Hi, my name is Barbara and I’m an alcoholic. Actually that’s not true anymore. In Jeremiah 29:11, God says, For I know the thoughts I think towards you, says the Lord, thoughts of peace and not of evil, to give you a future and a hope. And that’s exactly what God has done for me.
As a child I had “things” put on me, ingrained in me that no child deserves. They form your thinking, feelings, and your very existence in a negative way through childhood and into adulthood. You and your life become something God never intended. You can go through your whole life carrying, believing, and living those lies.
My mother died when she was 70 and as I approached 70, I thought I probably would too. Well, I made it to 70 and beyond. And being in my 70’s made me realize that I’ve lived a lot of life in a lot of places with a lot of people and that I’ve met and I’ve experienced all kinds of trials and triumphs. Whether it was some sort of drama or adult fear: marriage, divorce, parenting, unemployment, illness, or moving from one location to another. Yet I can’t think of one time when I turned to God that He wasn’t there, loving, faithful, my constant Rock. Always guiding even when I drifted, He’s been there.
I was in my 20’s the first time I married; I entered a very difficult and troubled marriage. I turned to alcohol as a solution and means of escape – especially after the birth of my son which created additional responsibilities and stress.

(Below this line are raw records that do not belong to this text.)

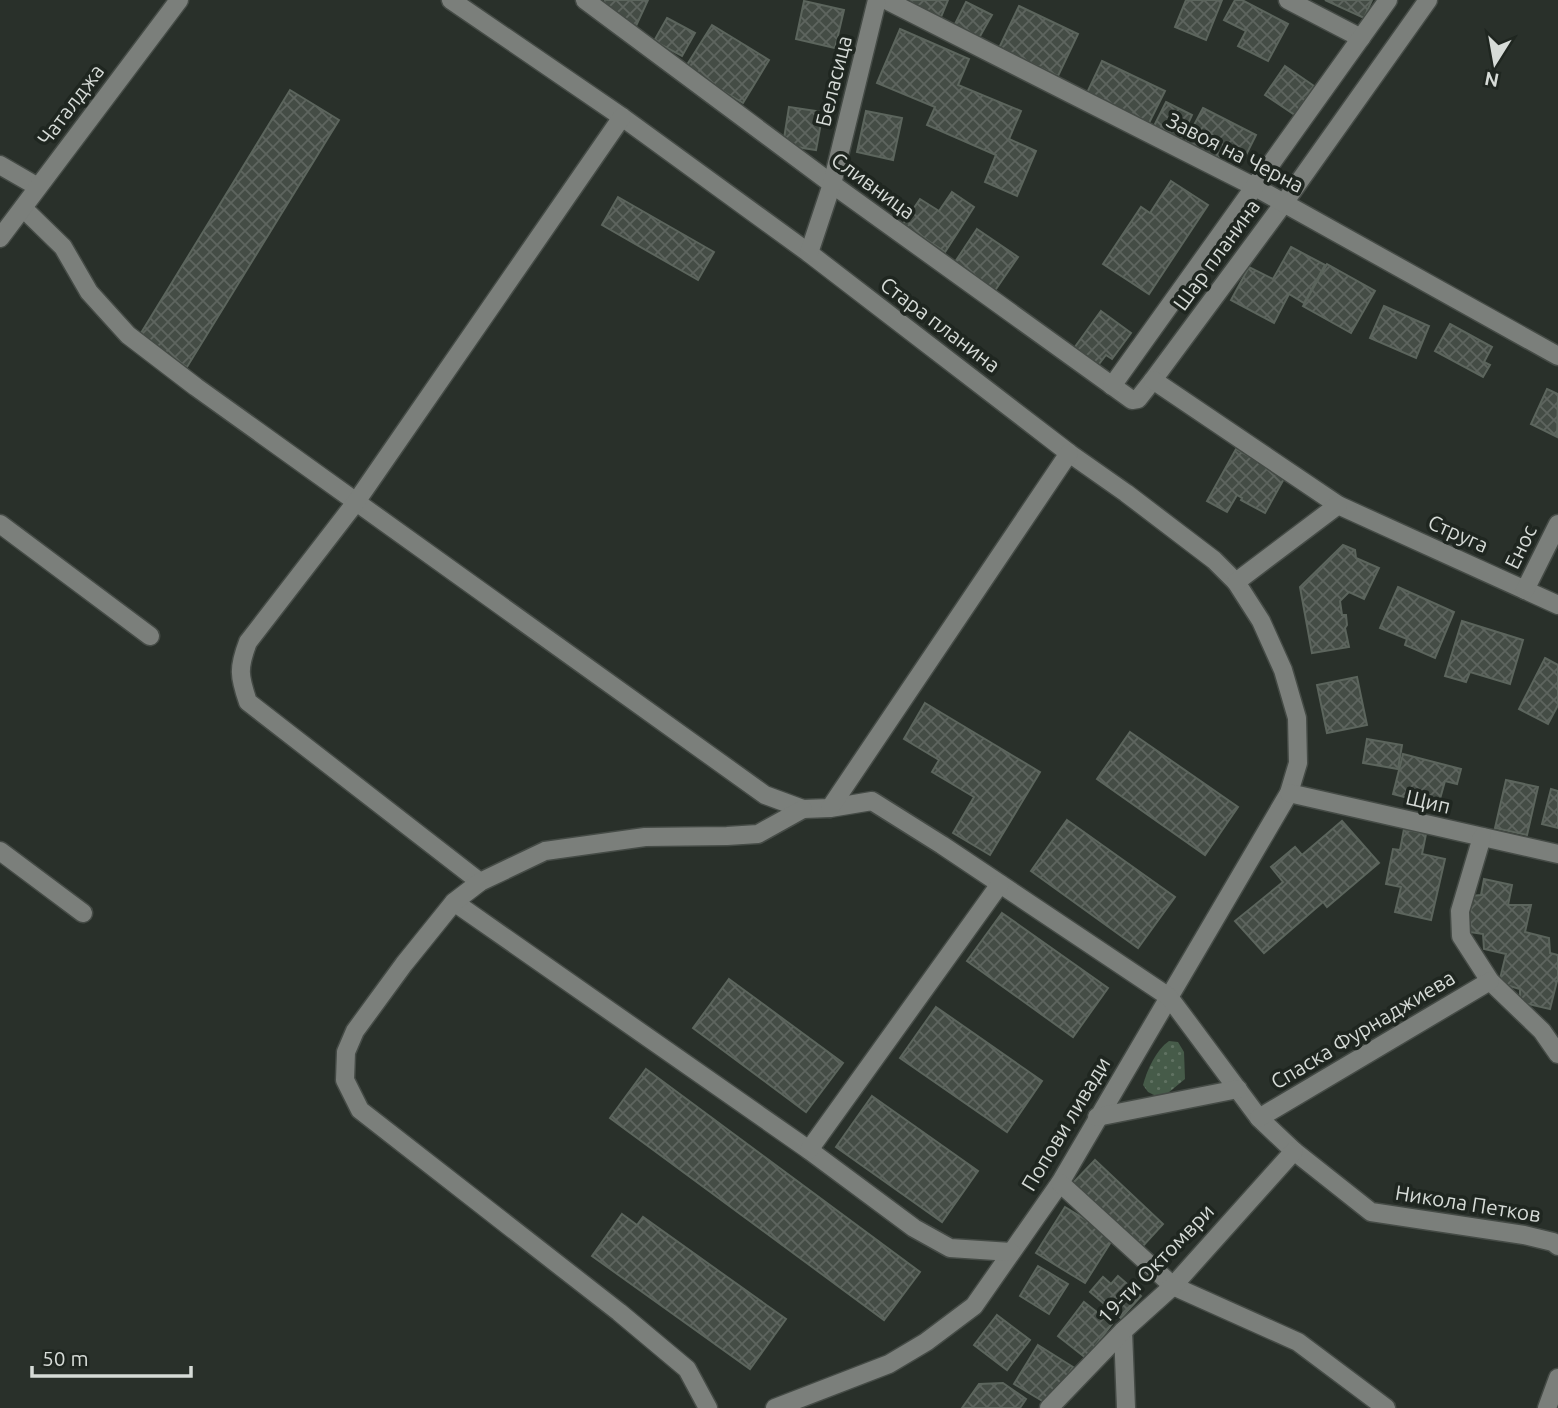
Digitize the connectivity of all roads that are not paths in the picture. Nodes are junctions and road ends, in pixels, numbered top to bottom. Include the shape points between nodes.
1 (179, 0) edge
2 (451, 0) edge
3 (585, 0) edge
4 (877, 0) edge
5 (886, 0) edge
6 (1288, 0) edge
7 (1388, 0) edge
8 (1428, 0) edge
9 (1361, 38) junction
10 (622, 117) junction
11 (0, 165) edge
12 (832, 184) junction
13 (38, 187) junction
14 (1255, 187) junction
15 (1284, 203) junction
16 (23, 208) junction
17 (0, 238) edge
18 (809, 253) junction
19 (1558, 356) edge
20 (1153, 380) junction
21 (1112, 386) junction
22 (1138, 399) joint
23 (1069, 453) junction
24 (356, 502) junction
25 (1339, 505) junction
26 (0, 524) edge
27 (1558, 524) edge
28 (1236, 582) junction
29 (1525, 590) junction
30 (1558, 605) edge
31 (150, 636) dead end
32 (1298, 763) joint
33 (1289, 793) junction
34 (830, 808) junction
35 (803, 809) junction
36 (1482, 837) junction
37 (0, 851) edge
38 (1558, 854) edge
39 (480, 882) junction
40 (1000, 884) junction
41 (453, 902) junction
42 (83, 913) dead end
43 (1490, 981) junction
44 (1169, 998) junction
45 (1558, 1054) edge
46 (1238, 1089) junction
47 (1097, 1117) junction
48 (1259, 1118) junction
49 (809, 1150) junction
50 (1294, 1151) junction
51 (1060, 1183) junction
52 (1558, 1246) edge
53 (1011, 1252) junction
54 (1173, 1286) junction
55 (1123, 1331) junction
56 (1558, 1378) edge
57 (708, 1408) edge
58 (775, 1408) edge
59 (1049, 1408) edge
60 (1126, 1408) edge
61 (1386, 1408) edge
62 (1547, 1408) edge

1 - 13 street, Чаталджа
2 - 10 street, Стара планина
3 - 12 street, Сливница
4 - 12 street, Беласица
5 - 14 street, Завоя на Черна
6 - 9 street
7 - 9 street, Шар планина
8 - 15 street, Шар планина
9 - 14 street, Шар планина
10 - 18 street, Стара планина
10 - 24 street
11 - 13 street
12 - 18 street, Беласица
12 - 21 street, Сливница
13 - 16 street, Чаталджа
14 - 15 street, Завоя на Черна
14 - 21 street, Шар планина
15 - 19 street, Завоя на Черна
15 - 20 street, Шар планина
16 - 17 street, Чаталджа
16 - 24 street via 63,247 89,292 128,335
18 - 23 street, Стара планина
20 - 22 street, Шар планина
20 - 25 street, Струга
21 - 22 street, Сливница via 1132,400
23 - 28 street, Стара планина via 1214,560
23 - 34 street
24 - 35 street via 765,795
24 - 39 street via 248,642 240,663 248,702
25 - 28 street
25 - 29 street, Струга
26 - 31 street
27 - 29 street, Енос
28 - 32 street, Стара планина via 1261,621 1283,670 1297,718
29 - 30 street, Струга
32 - 33 street, Попови ливади
33 - 36 street, Щип
33 - 44 street, Попови ливади
34 - 35 street, Никола Петков
34 - 40 street, Никола Петков via 872,801
35 - 39 street via 758,834 645,837 545,852
36 - 38 street, Щип
36 - 43 street via 1460,911 1461,936
37 - 42 street
39 - 41 street
40 - 44 street, Никола Петков
40 - 49 street
41 - 49 street
41 - 57 street via 355,1031 346,1052 345,1080 360,1110 687,1369
43 - 45 street via 1542,1031
43 - 48 street, Спаска Фурнаджиева
44 - 46 street, Никола Петков
44 - 47 street, Попови ливади
46 - 47 street
46 - 48 street, Никола Петков
47 - 51 street, Попови ливади
48 - 50 street, Никола Петков
49 - 53 street via 914,1228 950,1248
50 - 52 street, Никола Петков via 1371,1212 1524,1235
50 - 54 street, 19-ти Октомври
51 - 53 street, Попови ливади
51 - 54 street
53 - 58 street, Попови ливади via 974,1306 926,1342 889,1364
54 - 55 street, 19-ти Октомври
54 - 61 street via 1298,1342
55 - 59 street, 19-ти Октомври
55 - 60 street
56 - 62 street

Up until my 30’s, I didn’t know or think much about Jesus or God but considered myself a good person and a Christian because I went to church. I was in denial about my drinking until my son was around 4½. I was giving him a bath, happened to be sober, noticed he had some bruises, and asked him what happened. He looked at me and innocently said, “you did this mommy.” I had no idea how or why or when this happened. But it was then that I came face-to-face with myself and knew I had a problem. Yet, I was too proud for AA or any other help. I convinced myself that I’m a good person, I go to church, and I’m not that bad.
Sometime after that a neighbor asked if I wanted to take tennis lessons with her. I saw this as a possible solution to my drinking problem so I said yes. After a few lessons, she dropped out but I continued. That’s when I met Kathy who eventually became my tennis partner. We had several things in common: we lived in the same neighborhood, she had two small boys, and we were both stay-at-home moms. When playing tennis with her, my speech was unfiltered, crude. I didn’t care and yet she never said anything. She was always willing to meet to play tennis and over time I found her presence to be comforting. I looked forward to being with her and saw her as a strong, confident woman, definitely nothing like myself.
This particular morning that we met for tennis, she was very upset and started crying. I asked what was wrong; and she shared a personal ongoing situation at home that had come to a head that morning. But, Kathy told me she knew that as a Christ follower, a committed Christian, God was with her and would help her. As I continued to listen I felt comfortable enough to share with her my heart and struggle with alcohol, thinking I’m a Christian and God will help me. But I realized for me “Christian” was just a word and, unless there was something more to it, it was only just a word. I wasn’t a Christ follower, knowing nothing about God the way she did. She had something I didn’t. She told me I need to talk to God and tell Him what I told her. Come now, let us reason together, says the Lord: though your sins are like scarlet, they shall be as white as snow … Isaiah 1:18.
When I got home that morning (June 28, 1978), I fell to my knees in tears and poured my heart and guts out to God. I cried out, “I don’t understand or know what Kathy has, but I want it.” Instantly, God answered my prayer and a heaviness was lifted from me and for the first time in my life I felt as if I could really breathe! Then, I shortly discovered that my need for alcohol was completely gone. Excited, I called Kathy and told her what had happened. She said I should get a Bible and come to church with her. I bought a Bible for $3.95 – after all, I didn’t want to spend a lot of money or get too involved with something I knew nothing about.
I started attending a local church and learning about what it meant to be a Christ follower and a committed Christian. As I grew in my understanding of Scripture, I also learned that I needed to be baptized in obedience to Christ, if I was going to follow Him. Since that day in 1978, God has most graciously allowed me to serve Him in various ways, hospitality, counseling, and teaching ladies about the Bible – even make a “joyful noise” through singing.
I have read, reread, and studied the Bible to learn about who and what I knew nothing about. And my prayer is that as long as God gives me breath in my 70’s or beyond, that through the power of the Holy Spirit, I never stop loving, learning about, and serving Him because of what Christ has done for me.
Then you will call upon me and come and pray to me, and I will hear you. You will seek me and find me, when you seek me with all your heart. Jeremiah 29:12-13
Barbara Darnall-Hottle is a member of Cedar Crest Bible Fellowship Church, Allentown, PA.